How to cover a cake with fondant – The most exciting part!
Okay, smooth cake checked. What’s next? Yep, let’s work on our fondant! Here I have listed the everything that you would need in this step:
- Fondant of 1kg (for a 9-inch cake)
- Corn flour
- Rolling pin
- Fondant smoother
- A sharp knife
- A string/tape measure
Before you start rolling out your icing, use the string or the tape measure to measure across the top and the sides of your cake so you have a clue about how big you need to roll the fondant out. For example, if your cake is 9-inch in diameter and 3-inch in depth, the diameter of fondant you need to roll out is at least 15 inches (9+3+3).
Also, make sure that your icing is thoroughly kneaded until it reaches a workable consistency before you roll it out. The flexibility of the fondant is the key to success – a flexible fondant is less likely to crack later. Lightly dust your work surface with some cornflour to prevent the icing from sticking to the work surface. You may also use confectioners’ sugar for dusting but keep in mind that this will make the icing sweeter.
I know there will be a great temptation for you to keep rolling the fondant in a forward and backward motion but I have an awesome tip for you here:
- Start with a ball of icing
- Roll forward and backwards once
- Lift the fondant and rotate it 90 degrees
- Continue to roll forward and backwards once.
- Repeat this process as the fondant reaches the desired size.
This will help to roll evenly and ensures that the icing is not sticking to the work surface. For best result, roll the icing to a thickness of about 5mm. As the icing gets too big to be picked up, use the rolling pin to aid the process by rolling the icing over the pin.
Once you have had the icing at the desired size and thickness, again, gently lift it up with the help of the rolling pin and drape the icing over your cake.
Smooth the fondant out by using your hand. Quickly but gently push on the top and around the top edges to avoid the weight of fondant pulling itself down and rip it (Yes, you need to be quick here). Once the fondant at the top edges has stuck to the cake, continue to work towards the bottom of the sides.
You may find that there is a buildup of excess icing at the bottom and this can form ruffles or pleats if you are not careful. To stick the icing to the sides, gently pull the excess skirt a bit away from the cake and then push the icing towards to cake in an upward stroking motion – you do not want to pull down icing from the top edge as you are using it to create the sharp edges later.
Removing the excess fondant and smoothing the cake
Once you have fully covered your cake with the icing, create a solid corner around the bottom of your cake by pressing down with the bottom of your hand.

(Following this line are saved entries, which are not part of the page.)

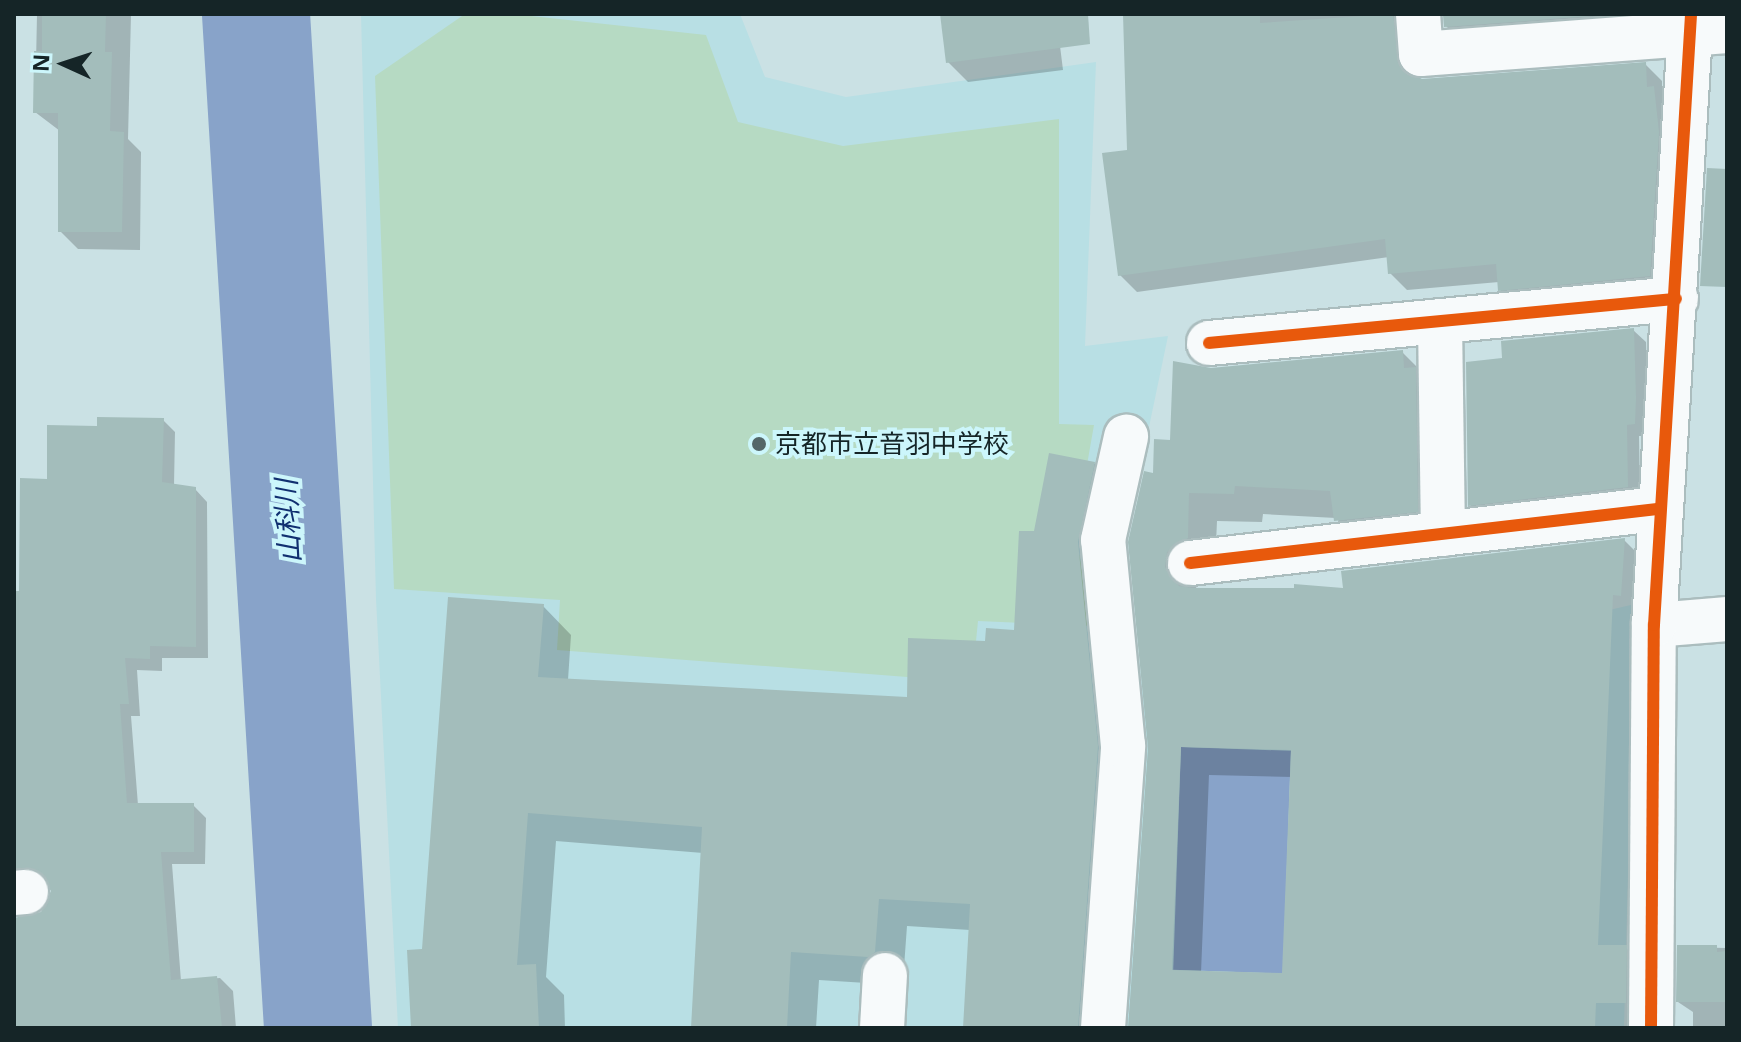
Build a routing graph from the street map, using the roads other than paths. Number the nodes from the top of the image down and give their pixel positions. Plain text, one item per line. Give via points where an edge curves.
1 (1418, 14) edge
2 (1703, 25) edge
3 (1676, 299) junction
4 (1440, 321) junction
5 (1209, 343) dead end
6 (1126, 437) dead end
7 (1660, 509) junction
8 (1443, 534) junction
9 (1190, 563) dead end
10 (1727, 619) edge
11 (1654, 625) junction
12 (885, 975) dead end
13 (882, 1028) edge
14 (1103, 1028) edge
15 (1651, 1028) edge

1 - 2 street via 1421,54
2 - 3 street
3 - 4 street
3 - 7 street
4 - 5 street
4 - 8 street
6 - 14 street via 1103,540 1123,746
7 - 8 street
7 - 11 street
8 - 9 street
10 - 11 street
11 - 15 street
12 - 13 street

Then, use a small knife or a pizza cutter to trim around the bottom edge of the cake.
Here comes one of the most satisfying moments in my life. Use the fondant smoother to remove any unwanted marks and smooth your cake out. Beginning in the centre of the cake top, move the smoother in gradual circular and outward motion. Then, move the smoother down the sides and work in a rotating motion.
I don’t use my hand to smooth out my cake because obviously your hand is not absolutely flat and by using your hand, you can leave indentations on the surface of icing. The fondant smoother is basically a piece of plastic with a handle but it is flat and gives you a neat and tidy cake.

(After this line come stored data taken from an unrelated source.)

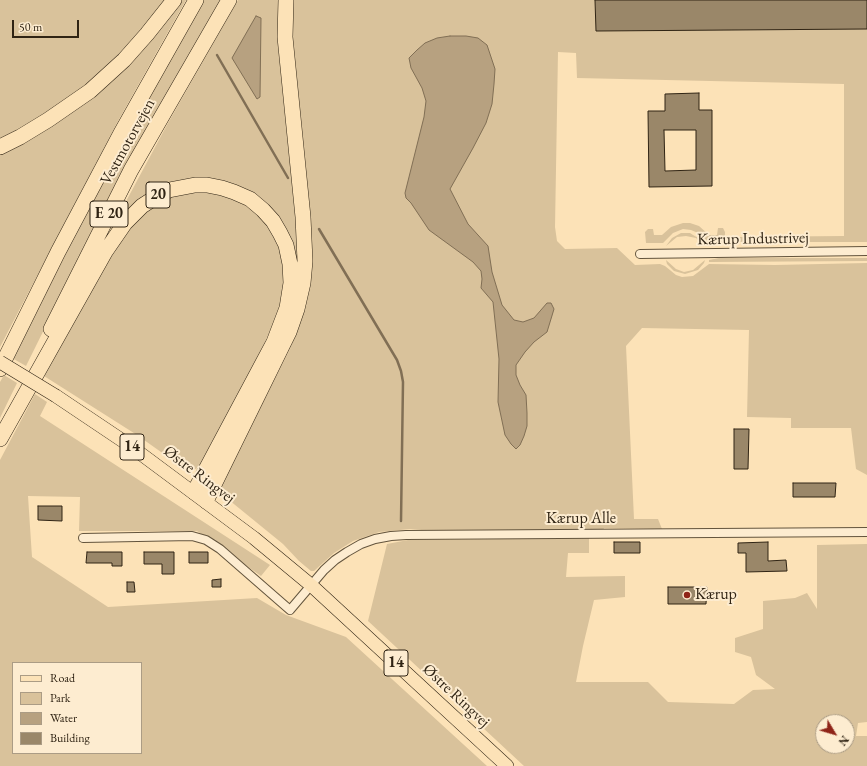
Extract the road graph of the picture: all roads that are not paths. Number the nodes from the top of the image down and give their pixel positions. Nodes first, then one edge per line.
1 (174, 0) edge
2 (196, 0) edge
3 (229, 0) edge
4 (286, 0) edge
5 (0, 148) edge
6 (867, 252) edge
7 (640, 254) dead end
8 (0, 362) edge
9 (0, 369) edge
10 (0, 432) edge
11 (0, 439) edge
12 (200, 496) junction
13 (867, 532) edge
14 (82, 538) dead end
15 (312, 586) junction
16 (507, 766) edge

1 - 5 highway
2 - 9 highway, Vestmotorvejen / E 20
3 - 10 highway, Vestmotorvejen / E 20
4 - 12 highway
6 - 7 street, Kærup Industrivej
8 - 12 main road, Østre Ringvej / 14, bridge
11 - 12 highway, 20
12 - 15 main road, Østre Ringvej / 14
13 - 15 street, Kærup Alle
14 - 15 street
15 - 16 main road, Østre Ringvej / 14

=>Tip: If you spotted any air bubbles or tiny dust in your fondant, you may gently remove it by using a needle.
Creating the crisp and sharp edges
This last step in totally optional but if you looking for a professional looking cake, this is what you need to do.
You will need two smoothers here – one placed against the side of the cake and the other on the top of the cake, so they are forming a right degree here. Move two smoothers towards each other at the same time (i.e. the side one upwards and the top one outwards), just like you are pinching the edge of the cake. Work around the cake to create the sharp edge.
You may also use a pair of flexible cake smoother to further perfect the edge.
There you go, with your sexy looking cake!